The expected output is every entry below, exact in every character.

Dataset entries

______

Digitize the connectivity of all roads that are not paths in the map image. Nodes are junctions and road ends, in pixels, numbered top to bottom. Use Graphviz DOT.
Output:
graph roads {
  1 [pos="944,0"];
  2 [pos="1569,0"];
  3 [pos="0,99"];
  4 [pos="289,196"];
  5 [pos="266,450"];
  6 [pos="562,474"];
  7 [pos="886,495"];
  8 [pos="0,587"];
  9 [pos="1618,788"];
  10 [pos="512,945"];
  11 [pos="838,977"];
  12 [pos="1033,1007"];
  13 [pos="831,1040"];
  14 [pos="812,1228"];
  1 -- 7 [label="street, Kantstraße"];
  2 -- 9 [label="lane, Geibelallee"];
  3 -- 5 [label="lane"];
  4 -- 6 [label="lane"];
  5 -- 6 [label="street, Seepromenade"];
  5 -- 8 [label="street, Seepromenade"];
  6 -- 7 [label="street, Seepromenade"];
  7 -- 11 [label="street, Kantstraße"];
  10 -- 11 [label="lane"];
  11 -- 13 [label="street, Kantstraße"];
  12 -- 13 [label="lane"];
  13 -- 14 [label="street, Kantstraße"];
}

______

**Exercise response**
Digitize the connectivity of all roads that are not paths in the map image. Nodes are junctions and road ends, in pixels, numbered top to bottom. Use Graphviz DOT.
Output:
graph roads {
  1 [pos="944,0"];
  2 [pos="1569,0"];
  3 [pos="0,99"];
  4 [pos="289,196"];
  5 [pos="266,450"];
  6 [pos="562,474"];
  7 [pos="886,495"];
  8 [pos="0,587"];
  9 [pos="1618,788"];
  10 [pos="512,945"];
  11 [pos="838,977"];
  12 [pos="1033,1007"];
  13 [pos="831,1040"];
  14 [pos="812,1228"];
  1 -- 7 [label="street, Kantstraße"];
  2 -- 9 [label="lane, Geibelallee"];
  3 -- 5 [label="lane"];
  4 -- 6 [label="lane"];
  5 -- 6 [label="street, Seepromenade"];
  5 -- 8 [label="street, Seepromenade"];
  6 -- 7 [label="street, Seepromenade"];
  7 -- 11 [label="street, Kantstraße"];
  10 -- 11 [label="lane"];
  11 -- 13 [label="street, Kantstraße"];
  12 -- 13 [label="lane"];
  13 -- 14 [label="street, Kantstraße"];
}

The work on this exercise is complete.